Le déséquilibre est particulièrement important en mathématiques : si 25 % des garçons gagnent environ 1 h de maths en terminale, avec 9 h au lieu de 8 h, 67 % des filles se retrouvent avec 3 h ou rien en 2023 contre 18 % en 2019. En affectant des moyens supplémentaires à une formation intensive devenue optionnelle en mathématiques dans un contexte de réduction globale de l’offre de sciences, la réforme avantage un public surtout masculin et socialement très favorisé au détriment de celles et ceux à qui la possibilité d’une formation avancée est restreinte ou supprimée. Elle augmente les inégalités sociales et de genre dans les parcours scientifiques.
Comment se féliciter de l’ajout d’1 h de mathématiques facultatives en terminale pour 60 000 élèves qui en auraient eu 8 h auparavant sans parler des conséquences de la perte des mathématiques pour 120 000 élèves, faute de choix ou d’enseignement adapté ? Des inégalités de genre ainsi créées ? De la perte des 50 000 élèves dans les parcours scientifiques [16] pour les prochaines années ? Quel est l’apport réel d’un enseignement de culture scientifique pour des élèves en parcours scientifique ?
Ces questions devraient faire l’objet d’une étude critique sur ces choix politiques dont les impacts risquent de coûter bien plus que les économies faites sur ces années du lycée.
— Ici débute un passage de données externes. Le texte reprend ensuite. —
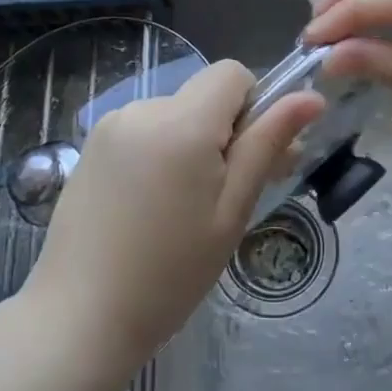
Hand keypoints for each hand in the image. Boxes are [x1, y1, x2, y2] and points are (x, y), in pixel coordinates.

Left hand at [25, 61, 322, 380]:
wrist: (80, 317)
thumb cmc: (170, 272)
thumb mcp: (232, 210)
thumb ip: (267, 145)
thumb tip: (310, 97)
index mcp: (182, 122)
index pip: (232, 74)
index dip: (252, 107)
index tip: (248, 159)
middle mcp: (142, 109)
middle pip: (202, 95)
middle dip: (221, 132)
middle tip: (221, 196)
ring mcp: (110, 126)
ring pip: (173, 114)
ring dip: (188, 143)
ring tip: (178, 208)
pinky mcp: (90, 146)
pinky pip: (142, 130)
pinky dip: (158, 153)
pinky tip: (146, 206)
Une réforme en rupture vis-à-vis de la place des sciences dans la démocratisation scolaire
Estimer avoir « remusclé les mathématiques et les sciences » se fonde sur l’hypothèse que seuls les élèves à très forte dominante mathématique suffiront à répondre aux besoins croissants en « talents » scientifiques réclamés par les entreprises. La réforme prend le risque de délaisser les autres voies menant aux emplois nécessitant des bases larges et solides dans des domaines scientifiques et techniques, ou d’oublier que les savoir-faire scientifiques ne reposent pas simplement sur la compétition mathématique.
Ce renoncement à l’ambition d’une formation large aux sciences au lycée aboutit aujourd’hui à une rupture inédite dans la Ve république. Alors que la France se place comme l’un des pays de l’OCDE (Organisation de Coopération et de Développement Économiques) formant le plus de diplômés scientifiques de niveau master, il présage d’une dynamique nouvelle de la puissance scientifique du pays pour l’avenir, réduite à son élite la plus prestigieuse et la plus socialement déterminée.
En ces temps incertains, la stabilité apparente de l’offre de sciences après les bouleversements majeurs de la réforme illustre remarquablement une stratégie intemporelle pour préserver l’ordre établi : « il faut que tout change pour que rien ne change » [17].